Come si segnala qualcosa
Se trovi un profilo, un messaggio o un contenuto che non dovrebbe stare qui, scrivi a info.s@istudy.it indicando di cosa si tratta e dove l’hai visto. È il nostro punto di contatto anche per le autorità.
Guardiamo ogni segnalazione e rispondiamo. Se il contenuto va rimosso, lo rimuoviamo e lo diciamo a chi l’aveva pubblicato, spiegando perché. Se non siamo d’accordo con te, te lo diciamo lo stesso — e se pensi che abbiamo sbagliato, puoi rispondere e ci ripensiamo.
Chiudere l’account
Puoi andartene quando vuoi, senza dare spiegazioni: scrivi a info.s@istudy.it e chiudiamo l’account.
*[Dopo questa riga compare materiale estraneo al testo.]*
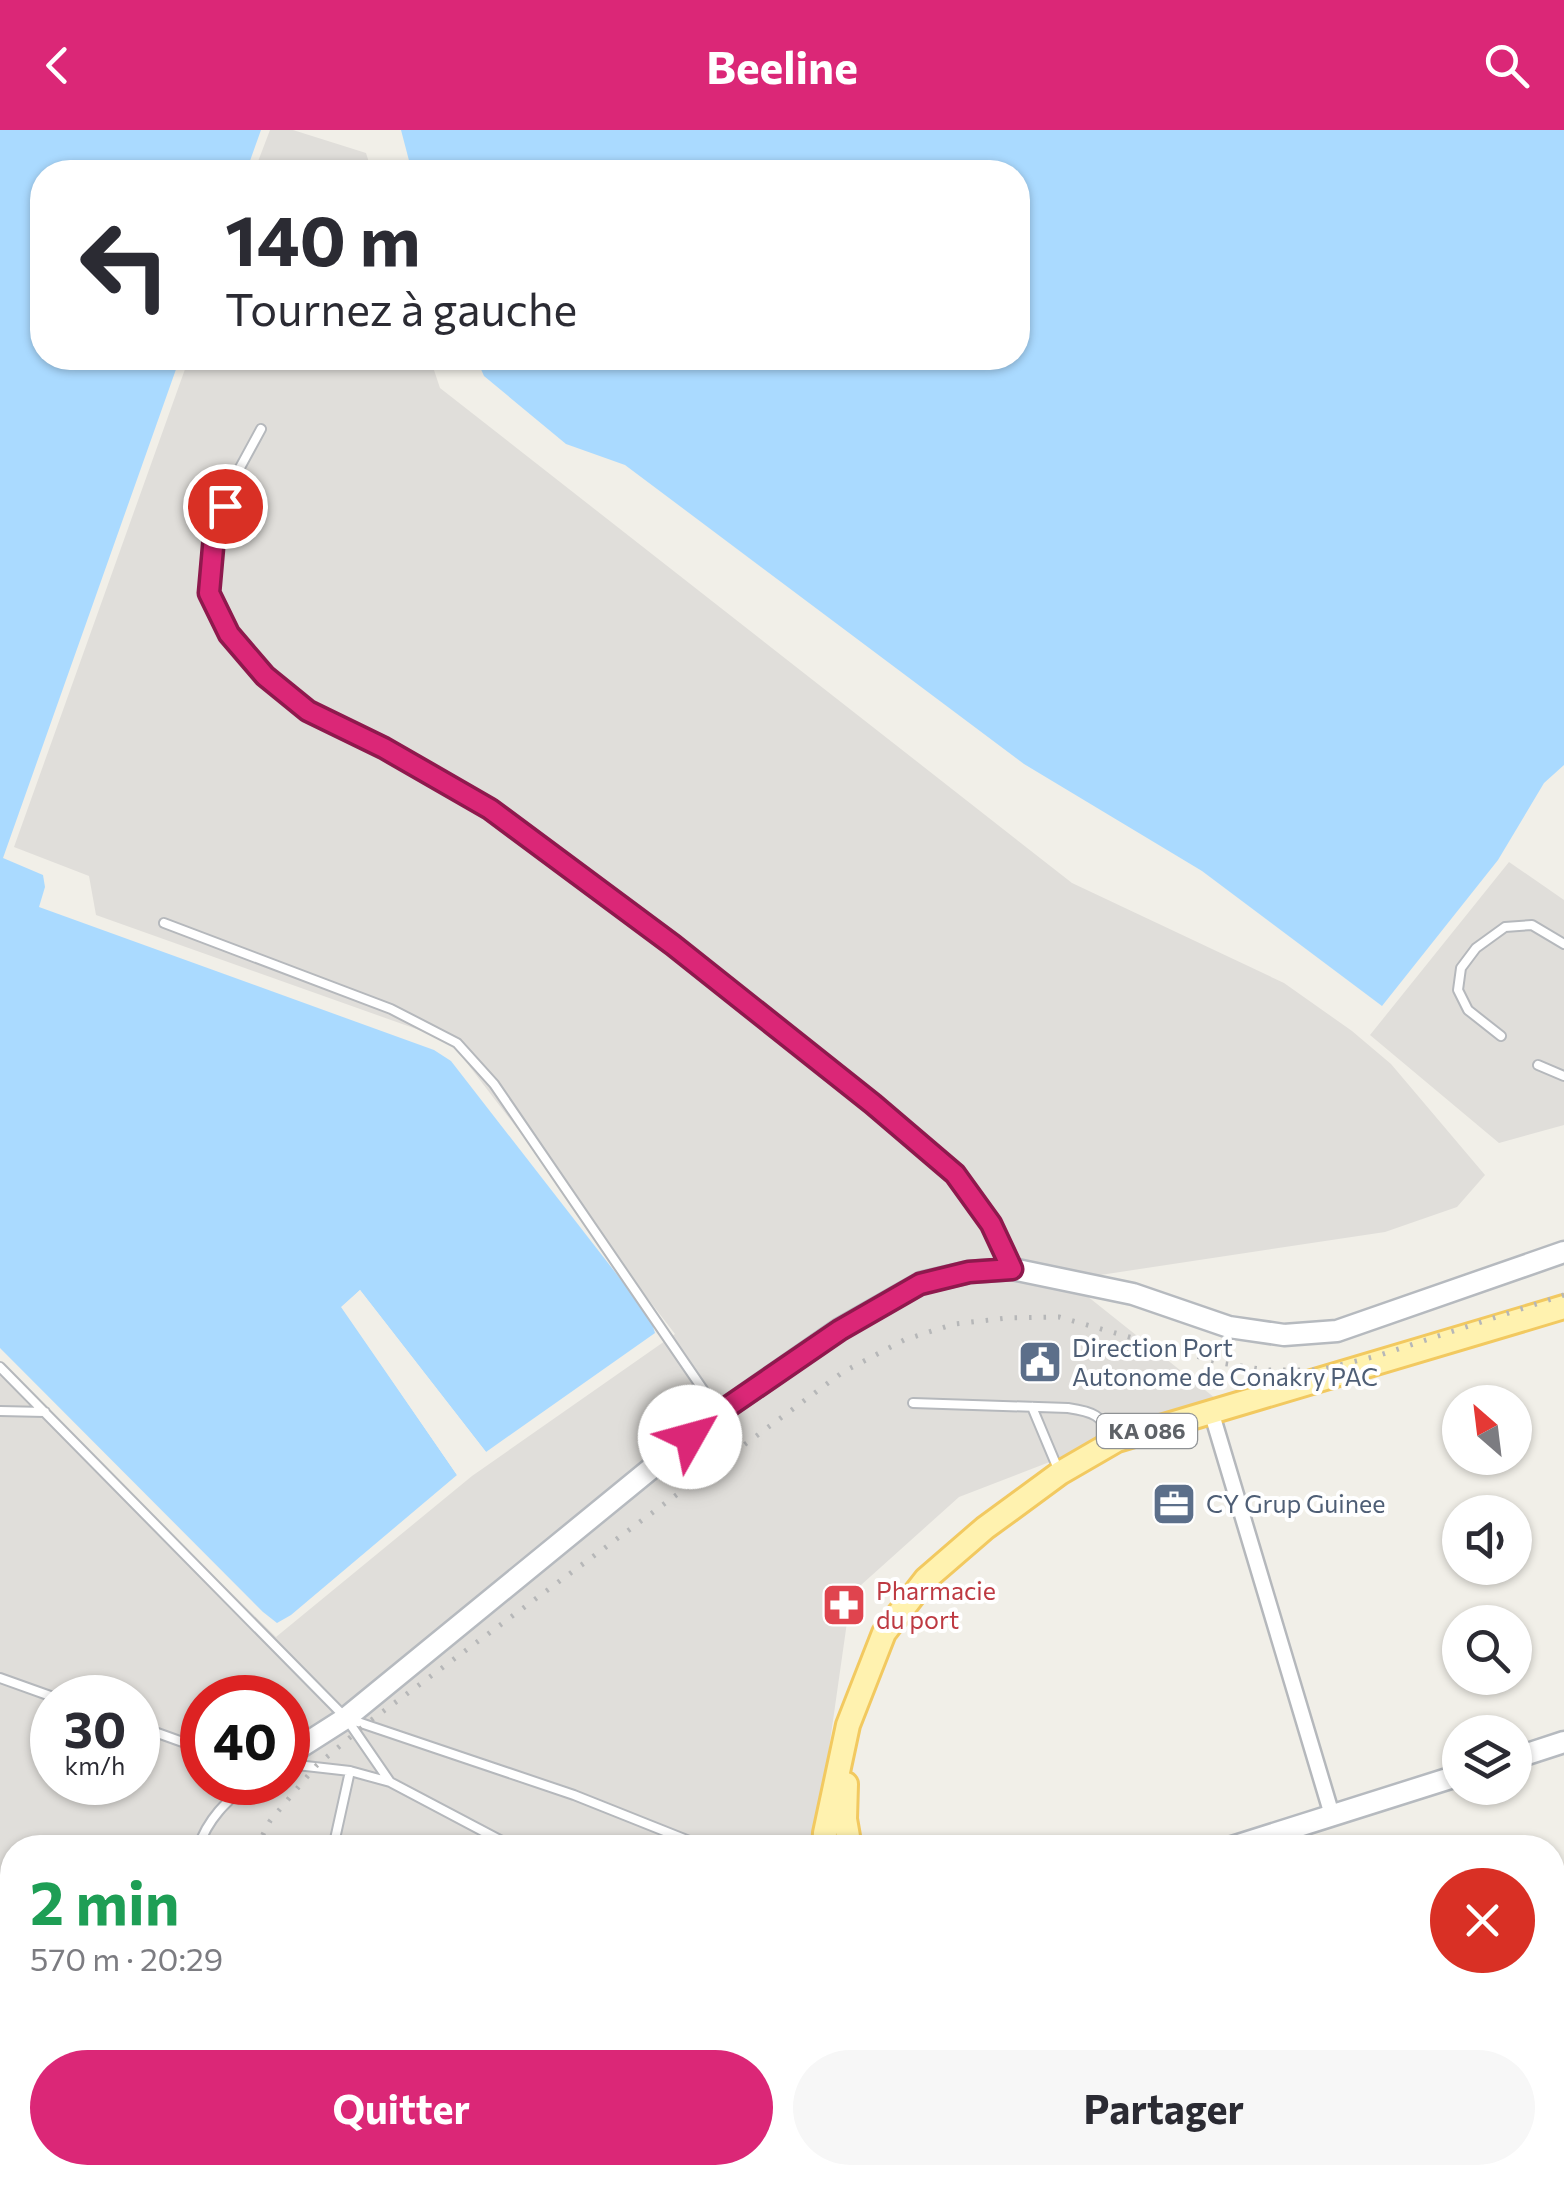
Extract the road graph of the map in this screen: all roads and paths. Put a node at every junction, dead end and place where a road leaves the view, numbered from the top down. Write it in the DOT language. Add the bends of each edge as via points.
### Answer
graph roads {
  1 [pos="262,429"];
  2 [pos="164,923"];
  3 [pos="1564,944"];
  4 [pos="1502,1036"];
  5 [pos="1538,1065"];
  6 [pos="1564,1076"];
  7 [pos="1564,1252"];
  8 [pos="1012,1269"];
  9 [pos="1564,1306"];
  10 [pos="0,1367"];
  11 [pos="912,1402"];
  12 [pos="1032,1407"];
  13 [pos="0,1411"];
  14 [pos="1211,1411"];
  15 [pos="44,1412"];
  16 [pos="719,1413"];
  17 [pos="1117,1440"];
  18 [pos="1060,1473"];
  19 [pos="0,1678"];
  20 [pos="30,1689"];
  21 [pos="346,1718"];
  22 [pos="848,1725"];
  23 [pos="310,1741"];
  24 [pos="1564,1742"];
  25 [pos="1532,1752"];
  26 [pos="310,1766"];
  27 [pos="350,1771"];
  28 [pos="1442,1781"];
  29 [pos="390,1782"];
  30 [pos="223,1805"];
  31 [pos="1332,1815"];
  32 [pos="203,1835"];
  33 [pos="336,1835"];
  34 [pos="490,1835"];
  35 [pos="674,1835"];
  36 [pos="825,1835"];
  37 [pos="847,1835"];
  38 [pos="1270,1835"];
  1 -- 8 [label="lane" via="214,536 209,593 229,634 265,676 308,711 490,809 644,922 955,1174 991,1224"];
  2 -- 16 [label="lane" via="391,1009 458,1043 494,1084"];
  3 -- 4 [label="lane" via="1532,926 1505,927 1460,968 1458,990 1468,1010"];
  5 -- 6 [label="lane"];
  7 -- 8 [label="street" via="1337,1331 1284,1334 1229,1327 1133,1294"];
  8 -- 16 [label="street" via="920,1284"];
  9 -- 14 [label="main road, KA 086"];
  10 -- 15 [label="lane"];
  11 -- 12 [label="lane"];
  12 -- 17 [label="lane" via="1092,1412"];
  12 -- 18 [label="lane"];
  13 -- 15 [label="lane"];
  14 -- 17 [label="main road, KA 086"];
  14 -- 31 [label="street"];
  15 -- 21 [label="lane"];
  16 -- 21 [label="street"];
  17 -- 18 [label="main road, KA 086"];
  18 -- 22 [label="main road, KA 086" via="926,1579 884,1633"];
  19 -- 20 [label="lane"];
  21 -- 23 [label="street"];
  21 -- 29 [label="lane"];
  21 -- 35 [label="lane"];
  22 -- 36 [label="main road, KA 086"];
  22 -- 37 [label="main road, KA 086"];
  24 -- 25 [label="street"];
  26 -- 27 [label="lane"];
  27 -- 29 [label="lane"];
  27 -- 33 [label="lane"];
  28 -- 31 [label="street"];
  29 -- 34 [label="lane"];
  30 -- 32 [label="lane"];
  31 -- 38 [label="street"];
}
Cosa succede ai tuoi dati è scritto nell’informativa privacy.
Possiamo sospendere o chiudere un account se vengono violate queste regole, se ci sono segnalazioni fondate, o se un account resta inattivo per più di due anni. Salvo i casi gravi, prima ti scriviamo.
Di cosa rispondiamo, e di cosa no
Facciamo funzionare il sito con la diligenza che ci si aspetta, ma non promettiamo che sia sempre raggiungibile: può essere fermo per manutenzione o per un guasto.
Non rispondiamo di com’è andata la lezione, di quello che vi siete detti, di accordi non rispettati, di pagamenti non ricevuti o del comportamento delle persone che vi siete conosciute qui. Non rispondiamo dei contenuti che gli iscritti pubblicano, ma li rimuoviamo quando ci vengono segnalati e risultano contrari a queste regole.
Niente di quanto scritto qui esclude o limita la nostra responsabilità nei casi in cui la legge non lo consente — in particolare per dolo, colpa grave e danni alla persona.
Se cambiamo queste regole
Possiamo modificarle. Se il cambiamento è sostanziale lo comunichiamo a chi è iscritto almeno 15 giorni prima che valga, e in quei 15 giorni puoi andartene senza conseguenze. Continuare a usare il sito dopo significa accettarle.
Legge e giudice
Si applica la legge italiana. Se sei un consumatore, il giudice competente è quello del luogo in cui vivi, e nessuna riga di questa pagina ti toglie le tutele che il Codice del consumo ti riconosce.
Prima di arrivarci, però, scrivici: quasi tutto si risolve parlando.